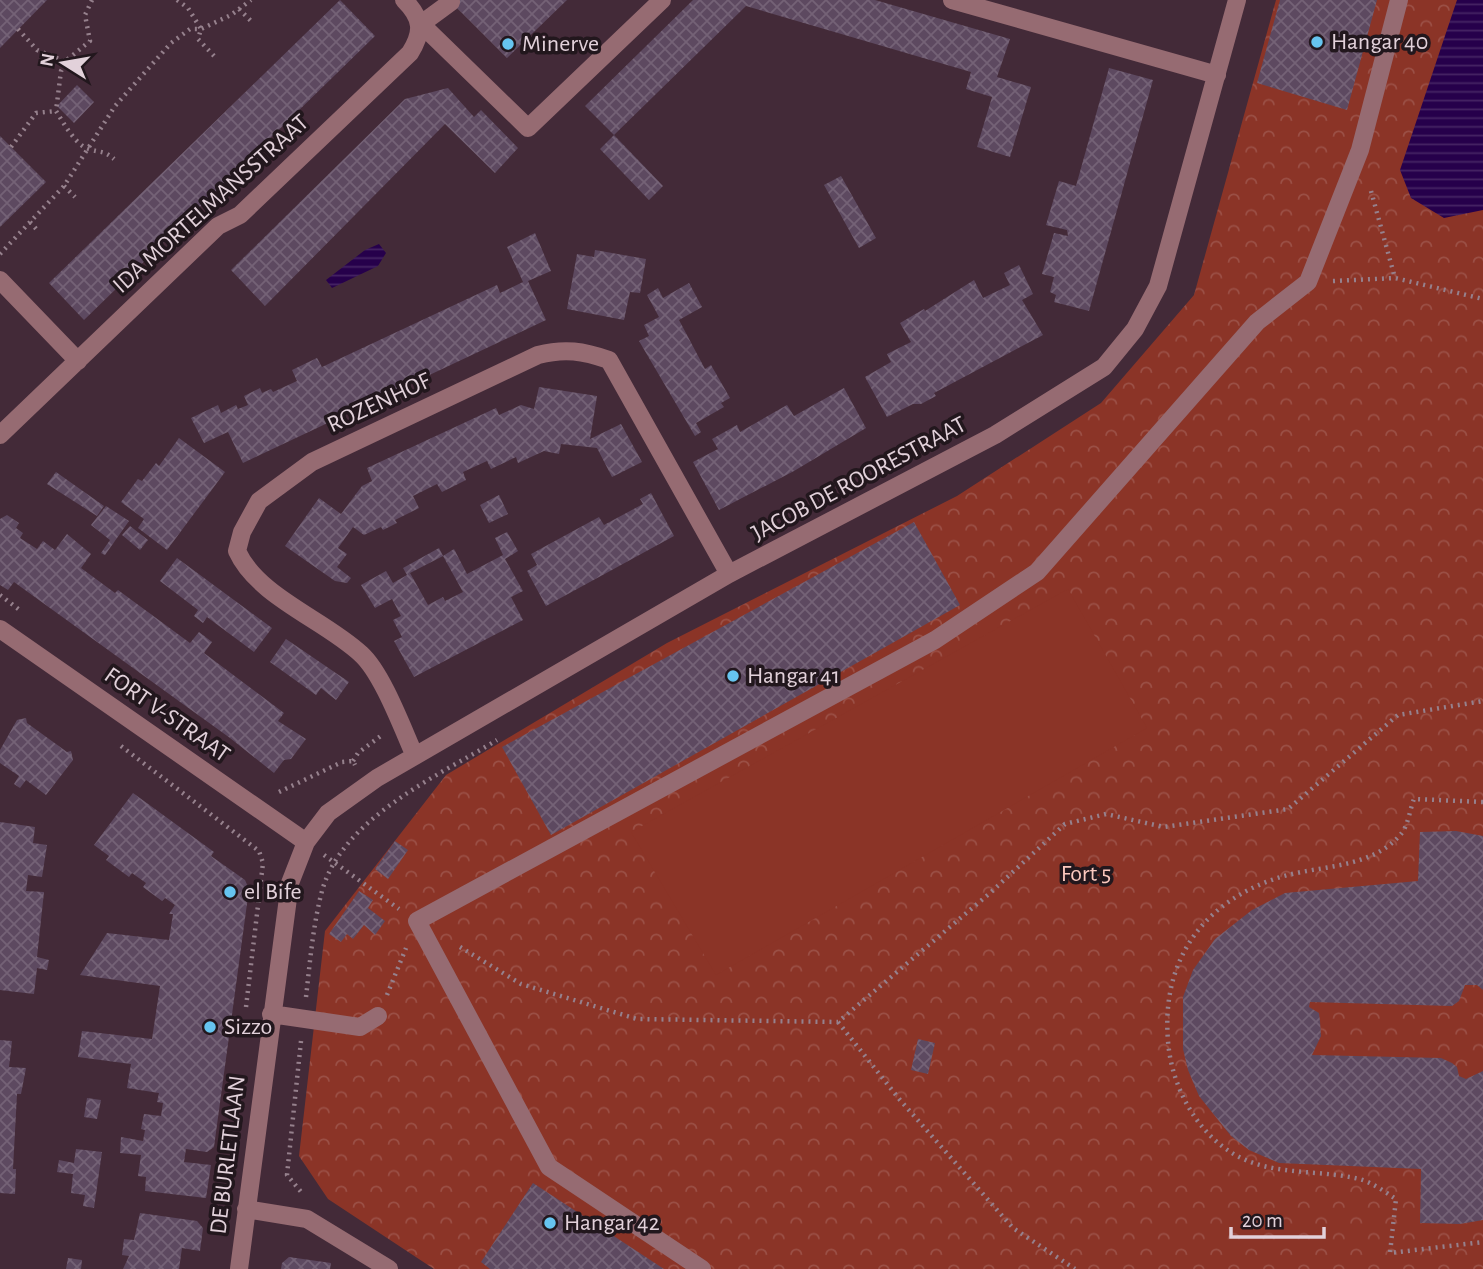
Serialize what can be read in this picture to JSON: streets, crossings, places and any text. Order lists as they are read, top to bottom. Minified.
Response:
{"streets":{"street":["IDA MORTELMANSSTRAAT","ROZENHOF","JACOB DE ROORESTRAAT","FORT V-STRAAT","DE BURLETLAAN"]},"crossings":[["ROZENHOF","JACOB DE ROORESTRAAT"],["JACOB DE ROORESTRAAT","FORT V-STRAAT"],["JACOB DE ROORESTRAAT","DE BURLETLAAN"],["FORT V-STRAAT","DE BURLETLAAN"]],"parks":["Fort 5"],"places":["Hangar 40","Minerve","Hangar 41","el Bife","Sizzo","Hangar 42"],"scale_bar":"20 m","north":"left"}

* * *

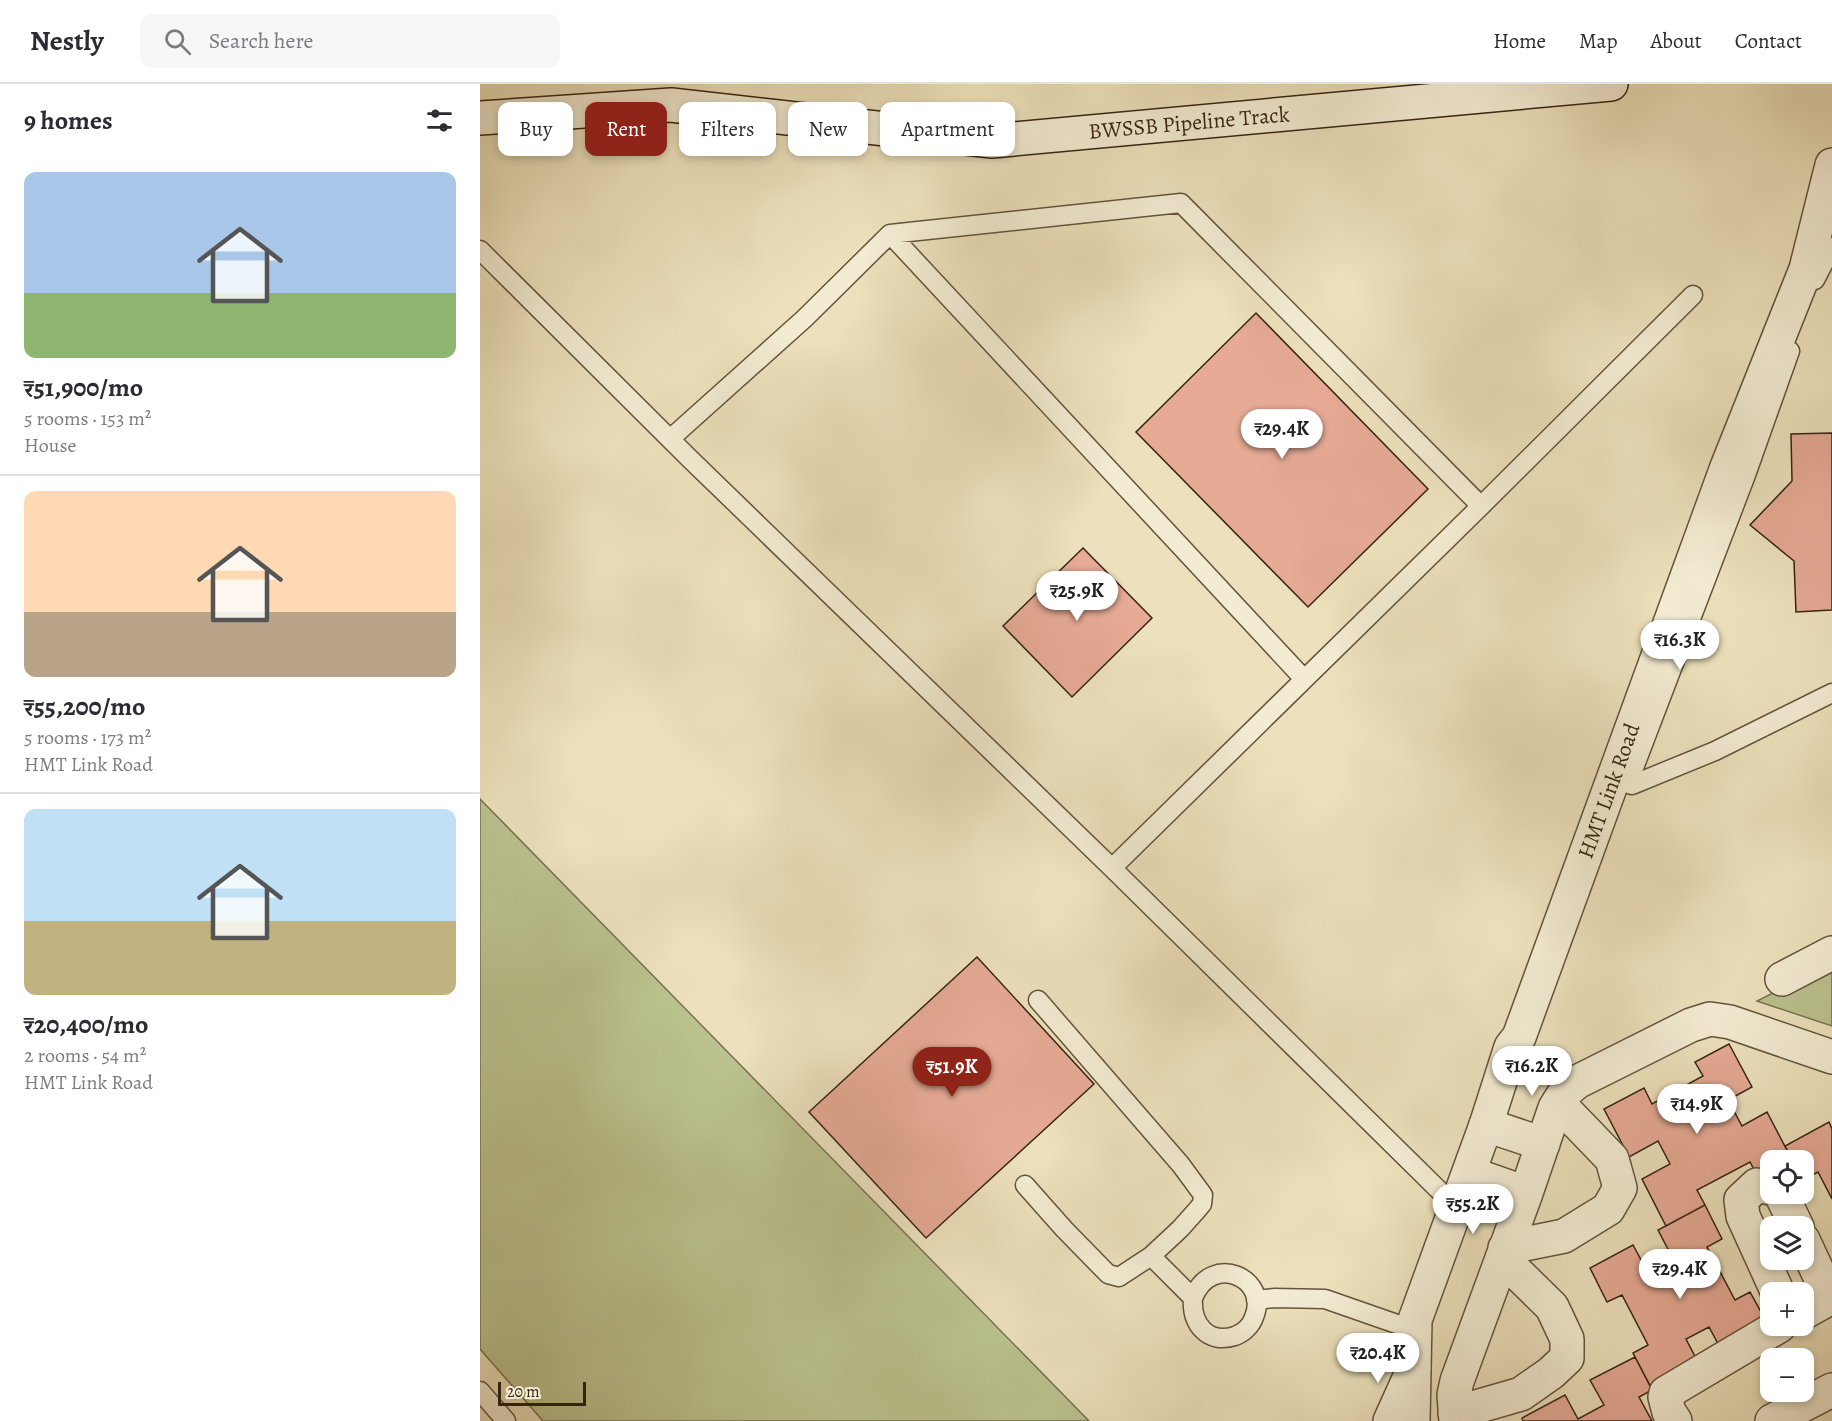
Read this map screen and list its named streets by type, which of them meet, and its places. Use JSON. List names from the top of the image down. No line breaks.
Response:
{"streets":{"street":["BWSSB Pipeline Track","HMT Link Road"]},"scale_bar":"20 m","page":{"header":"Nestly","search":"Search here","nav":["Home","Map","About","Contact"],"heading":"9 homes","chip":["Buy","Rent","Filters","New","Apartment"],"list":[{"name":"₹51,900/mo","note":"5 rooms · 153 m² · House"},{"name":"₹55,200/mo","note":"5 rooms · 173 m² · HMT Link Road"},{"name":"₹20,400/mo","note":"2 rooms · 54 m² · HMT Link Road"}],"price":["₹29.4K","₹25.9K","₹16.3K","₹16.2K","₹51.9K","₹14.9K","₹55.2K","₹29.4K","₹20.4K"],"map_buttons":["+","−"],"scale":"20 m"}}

...

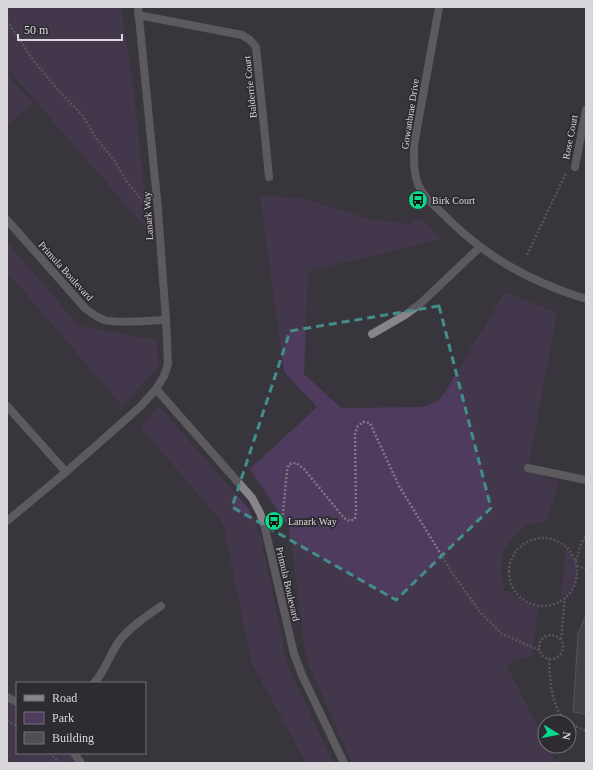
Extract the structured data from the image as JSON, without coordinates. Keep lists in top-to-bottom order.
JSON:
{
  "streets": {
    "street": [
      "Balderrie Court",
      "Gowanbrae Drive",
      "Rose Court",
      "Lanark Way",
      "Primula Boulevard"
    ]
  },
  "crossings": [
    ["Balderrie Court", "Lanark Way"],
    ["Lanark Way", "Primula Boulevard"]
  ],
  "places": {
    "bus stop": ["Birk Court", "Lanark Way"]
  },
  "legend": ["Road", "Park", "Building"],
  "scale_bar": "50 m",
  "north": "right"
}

### [Try it]
The lines you need are those with the word "lists"; list them from the entries.

### [Answer space]
Serialize what can be read in this picture to JSON: streets, crossings, places and any text. Order lists as they are read, top to bottom. Minified.
Extract the structured data from the image as JSON, without coordinates. Keep lists in top-to-bottom order.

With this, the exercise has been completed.